If the six Victorians on Steiner between Hayes and Grove streets are the Painted Ladies, the block of live-work developments at the southeast corner of Dogpatch can be rightly called the Tennessee Street Thugs. A cute little yellow-and-white Victorian -- one that begs comparisons to a cupcake and makes even me go ahhh -- sits on the southwest corner of 18th and Tennessee, cater-corner from the Gang of Thugs.
"How can they allow something like that next to that?" Anderson asks.
Dogpatch residents have good reason to be worried about their neighborhood. The area is the new ground zero of the live-work development boom that has eaten up large parts of the city, notably the South of Market area. With the advent of the Tennessee Street Thugs and the Minnesota Mint Monster, Dogpatch is seeing only the beginnings of a live-work orgy that promises to erase much of the neighborhood's character.
Here's why: Dogpatch sits at the southern end of Mission Bay, the huge minicity being built by Catellus Development Corp. at China Basin. Mission Bay, which eventually will include a second UCSF campus and associated biotechnology research facilities, is set to break ground this year. Ergo, the surrounding area is much desired by real estate developers and speculators. People who will work in the university, the biotech labs, and the millions of square feet of Mission Bay office space will also need a place to live.
In an odd San Francisco twist, Dogpatch's industrial designation makes it particularly attractive as a site for residential building. Dwellings built there don't necessarily have to meet the size and density rules that govern development in residential neighborhoods. The approval of live-work developments is up to the discretion of the Planning Commission, whose members are appointed by Mayor Willie Brown. And so far, the commission has been very, very good to live-work developers, all but a few of whom are members of the politically powerful Residential Builders Association, run by a fellow named Joe O'Donoghue, who has an inordinate amount of access to and influence with our mayor.

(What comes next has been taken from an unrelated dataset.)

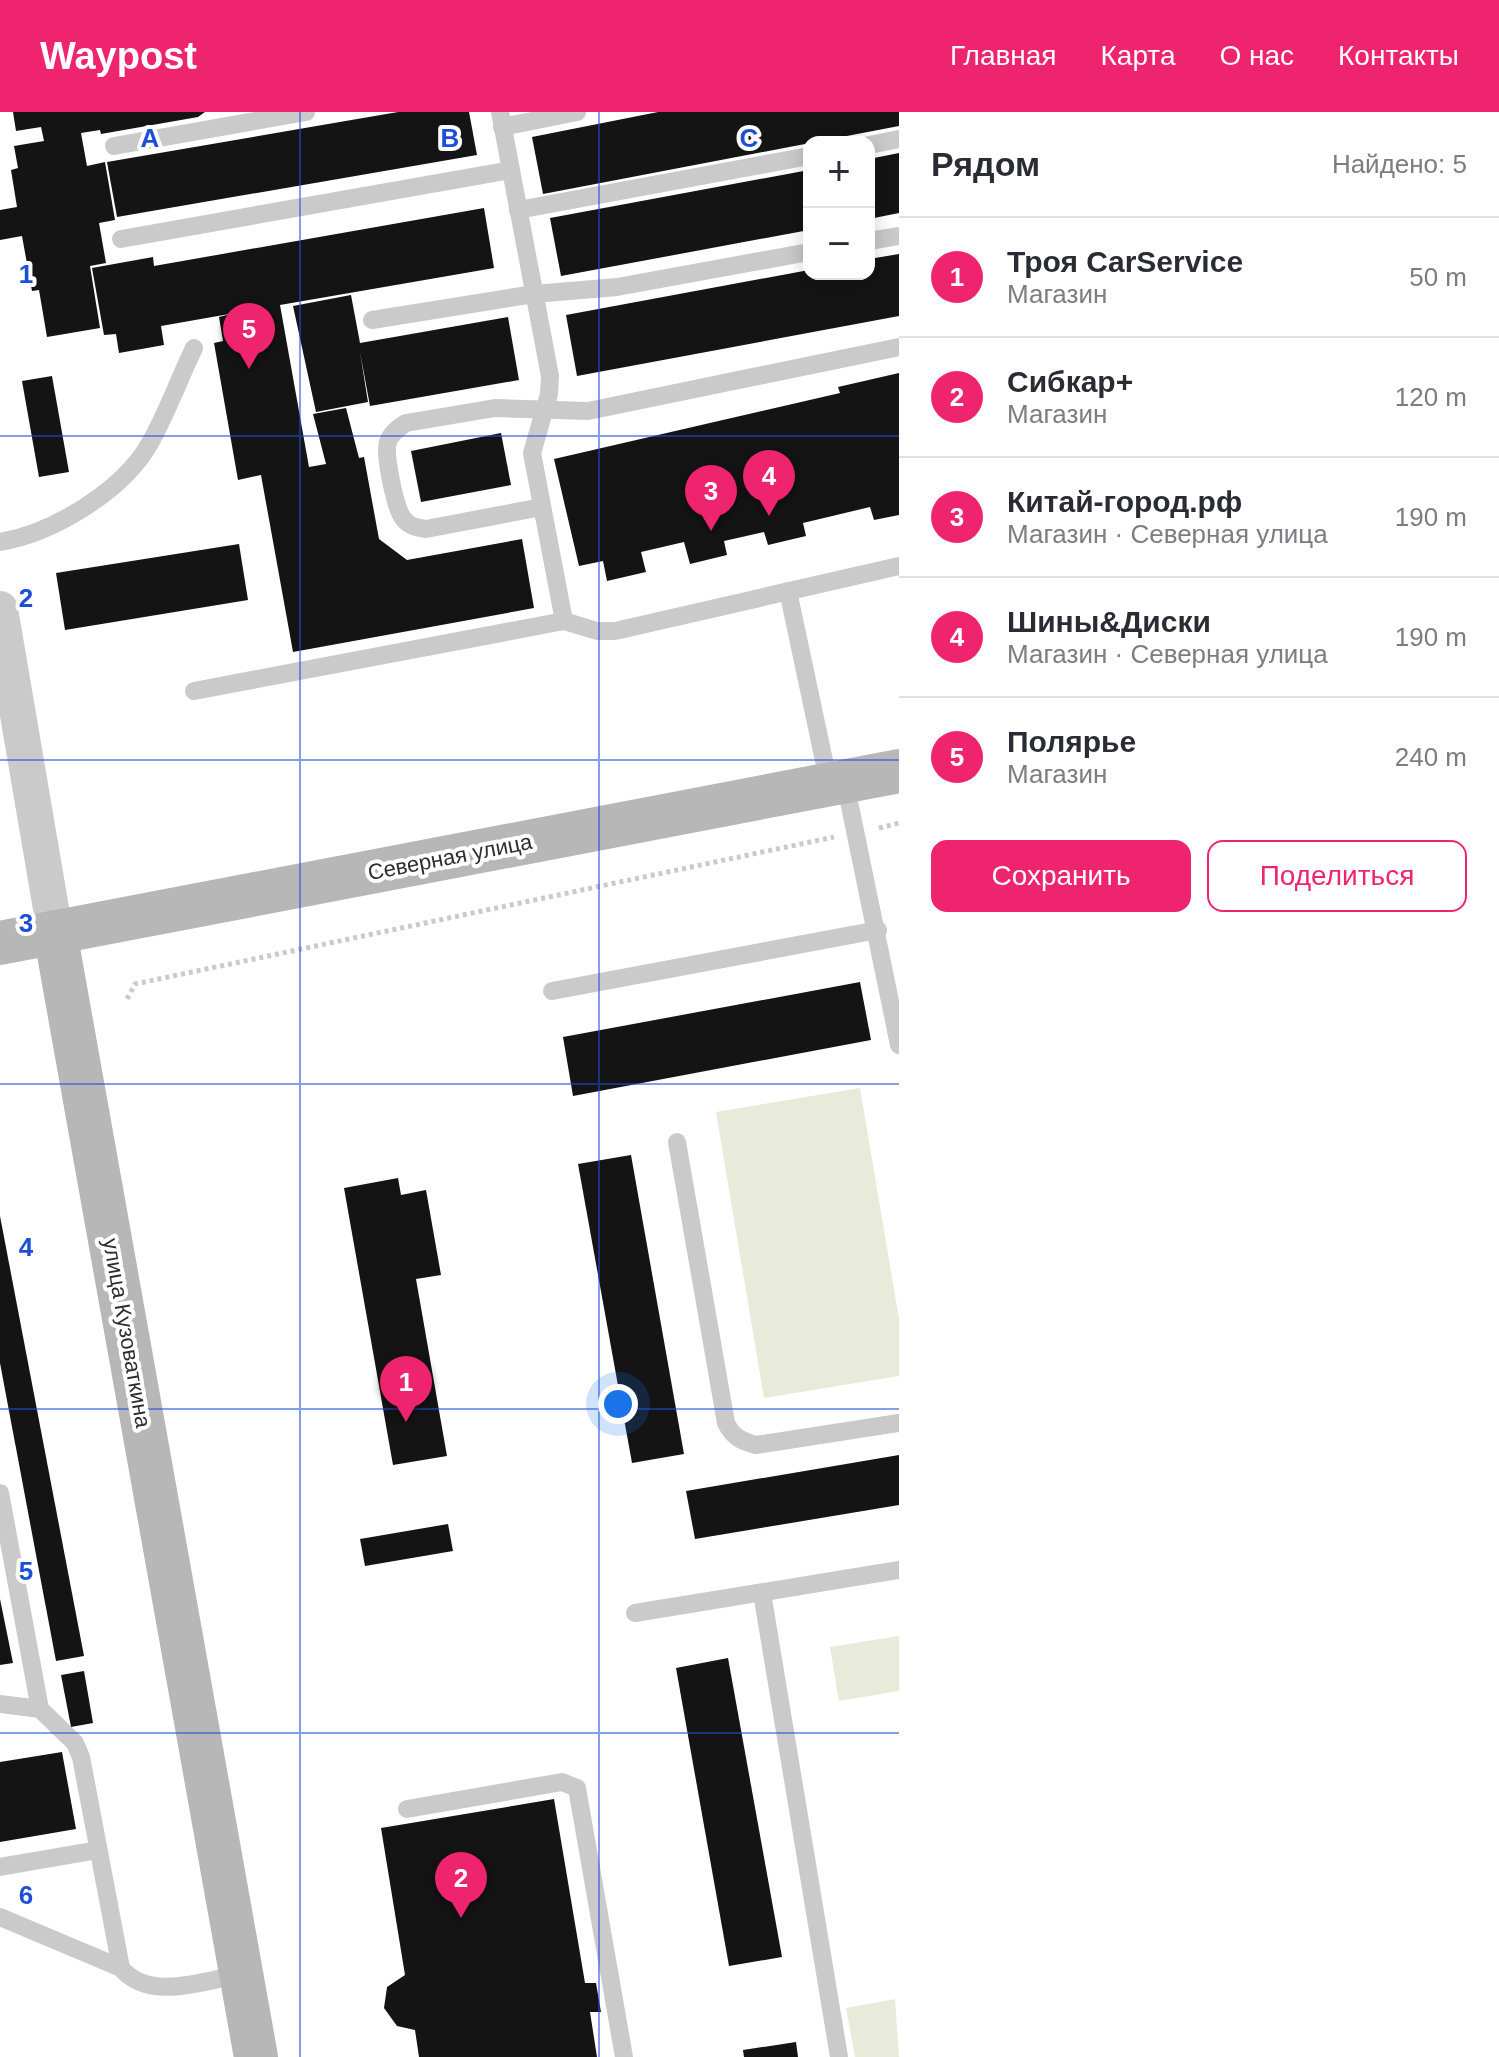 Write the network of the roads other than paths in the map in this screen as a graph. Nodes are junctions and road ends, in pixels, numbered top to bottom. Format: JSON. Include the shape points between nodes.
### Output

The RBA is responsible for most of the live-work monsters in the city, and O'Donoghue and his brethren are busy as bees in Dogpatch. On the other end of the neighborhood from the Tennessee Street Thugs, which were built by RBA members, other RBA developers have bought up almost all the land in the quadrangle between Indiana and Minnesota and 23rd and 25th streets. They plan on building 400 units of live-work condominiums there.
In the South of Market area the impact of the live-work binge has been softened by two factors: The area is huge, and it never had a definable architectural or historic character. To be sure, the live-work buildings created there were too big, ugly, and Los Angelean to fit appropriately in S.F. But the neighborhood was a mishmash of styles and land uses, so if the live-work boom made parking and other problems worse -- with new yuppie condo dwellers fighting established nightclubs, one after another -- the developments didn't create the kind of intense change that can make someone who loves a neighborhood's unique character cringe.
Such will not be the case in Dogpatch. If what a high-ranking Brown administration official recently told Dogpatch activists is true ("You are standing in the way of a steamroller, and you have 10 seconds to get out of the way"), that steamroller will be paving over significant portions of San Francisco's past. At a time when the city is rapidly losing touch with its roots, and, much to my personal alarm, beginning to resemble L.A. on too many levels, defending the architectural and historic integrity of neighborhoods like Dogpatch should be a top priority.
As it turns out, there's quite a bit to protect.
For the last several months, Christopher P. Ver Planck, the architectural expert for S.F. Heritage, one of the city's premier architectural heritage and historic preservation groups, has been documenting the design significance of Dogpatch. Eventually, he will go to the city's Landmarks and Preservation Board and ask that Dogpatch be deemed a landmark area.
Ver Planck warms quickly to the subject of Dogpatch's history; he wrote his master's thesis on one of the architects who defined the area. Shipyards and related businesses were the dominant employers, he says; and between 1887 and 1888, a politically inspired architect named John Cotter Pelton Jr. designed Victorian cottages for the Irish and Italian immigrants who worked on the waterfront.
"The buildings were part of the progressive movement to get the immigrant working class out of shitty tenement housing," Ver Planck says. "They thought tenements encouraged vice and immoral behavior."
Pelton Jr. was so intent on seeing as many working-class immigrants moved out of tenement housing as possible that he published the plans for his cottages, free of charge, in the San Francisco Evening Bulletin, a progressive newspaper, so anyone could build them. Thirteen Pelton houses still line portions of Tennessee and Minnesota streets in the heart of Dogpatch. Many are in excellent condition. "You never see a concentrated group of significant houses like this in San Francisco," Ver Planck says.